At Home Plate: Hamilton, not Greinke, worth big contract

Both Los Angeles teams reeled in a big catch recently. The Dodgers signed the top free-agent pitcher in Zack Greinke, while the Angels brought in the top hitter on the market in Josh Hamilton.

Both received multi-year contracts for an excessive amount of money. But of the two, Hamilton may prove to be a better investment than Greinke.

The Angels have committed five years and $125 million to Hamilton. It seems like a lot of money – which, of course, it is — for a player with a history of injuries and substance-abuse problems.

Josh Hamilton (Photo by Keith Allison, used under Creative Commons License)

Josh Hamilton (Photo by Keith Allison, used under Creative Commons License)

However, Hamilton will benefit from hitting behind Albert Pujols, who was the financial beneficiary of a huge contract from the Angels last offseason. The Angels lineup is shaping up to be a modern-day version of “Murderer’s Row.”

If teams choose to pitch around Pujols, they’ll have to face Hamilton and vice versa. And of course, the Angels’ lineup will also feature Mike Trout and Mark Trumbo.

It was originally anticipated that Hamilton might only get a three-year deal with a higher base salary since teams were weary about his off-the-field issues. But the Angels went all-in with the slugging outfielder and are expecting a huge return.

The Angels needed a left-handed hitter to add to the lineup, so they went out and signed not only a lefty bat but also the best overall available player.

Meanwhile, the Dodgers made a splash by locking up Greinke to a six-year, $147 million deal. Coupled with last season’s acquisitions of Hanley Ramirez, Josh Beckett, Adrian Gonzalez and Carl Crawford, the Dodgers already have nearly $215 million in payroll locked up for 2013.

The real question is why the Dodgers felt it was necessary to bring in Greinke.

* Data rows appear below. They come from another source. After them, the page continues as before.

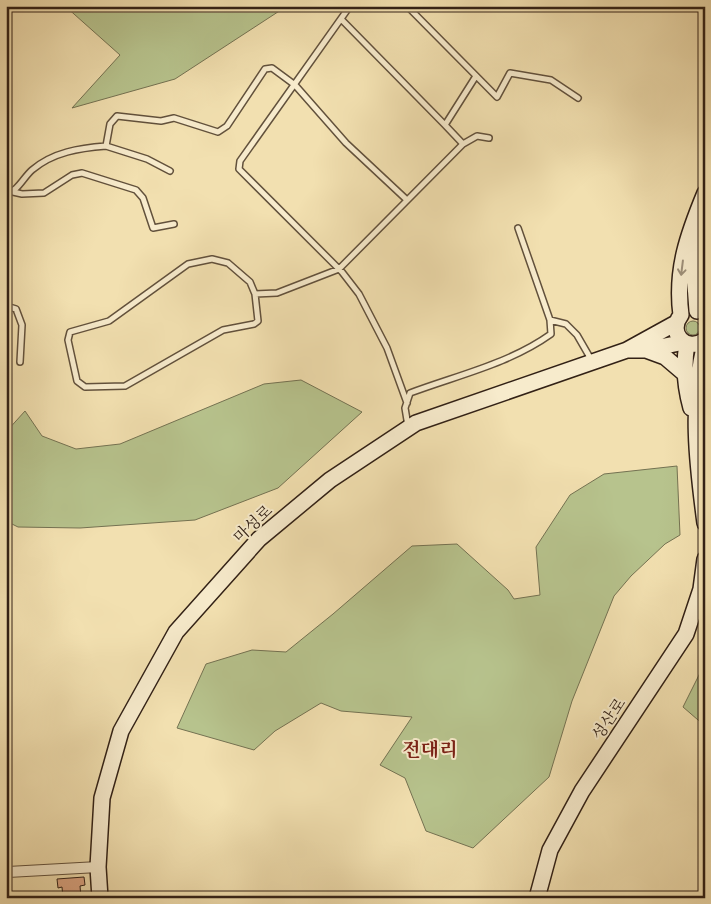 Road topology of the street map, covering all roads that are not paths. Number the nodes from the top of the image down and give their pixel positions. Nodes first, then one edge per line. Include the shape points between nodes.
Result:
1 (350, 6) edge
2 (407, 6) edge
3 (341, 19) junction
4 (476, 76) junction
5 (294, 85) junction
6 (578, 98) dead end
7 (445, 125) junction
8 (490, 138) dead end
9 (463, 144) junction
10 (106, 146) junction
11 (170, 171) dead end
12 (13, 192) junction
13 (6, 194) edge
14 (702, 199) edge
15 (407, 200) junction
16 (174, 224) dead end
17 (518, 228) dead end
18 (339, 269) junction
19 (694, 271) junction
20 (705, 284) edge
21 (679, 290) junction
22 (255, 294) junction
23 (6, 306) edge
24 (702, 312) edge
25 (678, 319) junction
26 (550, 320) junction
27 (705, 341) edge
28 (685, 343) junction
29 (647, 344) junction
30 (20, 362) dead end
31 (592, 362) junction
32 (705, 370) edge
33 (685, 374) junction
34 (696, 397) junction
35 (407, 403) junction
36 (695, 421) junction
37 (408, 428) junction
38 (705, 524) edge
39 (705, 559) edge
40 (98, 866) junction
41 (8, 872) dead end
42 (100, 898) edge
43 (537, 898) edge

1 - 3 lane
2 - 4 lane
3 - 5 lane
3 - 7 lane
4 - 6 lane via 497,97 510,73 551,80
4 - 7 lane
5 - 10 lane via 272,68 265,69 227,126 218,132 174,118 161,121 117,116 110,124
5 - 15 lane via 346,143
5 - 18 lane via 240,162 239,169
7 - 9 lane
8 - 9 lane via 477,136
9 - 15 lane
10 - 11 lane via 147,159
10 - 12 lane via 81,148 50,158 32,171
12 - 13 lane
12 - 16 lane via 44,193 72,175 82,173 136,190 143,198 153,228
14 - 19 main road
14 -> 21 main road via 685,247
15 - 18 lane
17 - 26 lane
18 - 22 lane via 277,293
18 - 35 lane via 359,294 387,348
19 - 20 main road
19 - 24 main road
21 - 25 main road
21 - 29 main road via 671,309
22 - 22 lane via 250,282 228,263 212,259 188,264 109,321 70,332 68,340 77,381 84,387 125,386 223,330 254,324 258,321
23 - 30 lane via 16,309 22,325
24 - 25 main road, 마성로 via 691,310
25 - 28 main road via 677,334
25 - 29 main road, 마성로
26 - 31 lane via 566,324
26 - 35 lane via 551,334 539,342 510,358 410,393
27 - 28 main road via 693,345
27 - 34 main road via 698,367
28 - 29 main road
28 - 33 main road
29 - 31 main road, 마성로
29 - 33 main road
31 - 37 main road, 마성로
32 - 34 main road
33 - 36 main road
34 - 36 main road
35 - 37 lane via 404,408
36 - 38 main road
37 - 40 main road, 마성로 via 330,480 259,540 176,632 121,731 102,798
39 - 43 main road, 성산로 via 701,589 686,634 582,791 550,850
40 - 41 street
40 - 42 main road, 마성로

The Dodgers have a young ace in Clayton Kershaw, who will command a contract similar to Greinke’s once he hits free agency in 2015.

Kershaw led a rotation last year that also included Chad Billingsley, Aaron Harang, Ted Lilly and Chris Capuano. Lilly and Billingsley went down with injuries, creating a space for Beckett later in the season.

Right after signing Greinke, the Dodgers signed South Korean starting pitcher Ryu Hyun-Jin to a six-year, $36 million contract. The lefty averaged 15 wins per season in Korea.

The Dodgers are likely to trade a starting pitcher, but as it stands, the recent acquisitions bring the total number of starting-caliber pitchers on the Dodgers to eight, with Lilly and Billingsley expected to be fully healthy by Opening Day.

Greinke has his own anxiety disorder problems that could be a concern, but the real issue is the amount of money spent on an area of surplus. A rotation of Kershaw, Billingsley, Beckett, Ryu and either one of Harang or Lilly would still have been a formidable rotation for the Dodgers in 2013.

Greinke thrived in the NL during his time with the Brewers, but if he doesn’t live up to his lucrative contract, it may go down as the most expensive mistake in baseball, especially since the Dodgers already had capable arms on their roster.

Some teams just don’t know what to do with all their money.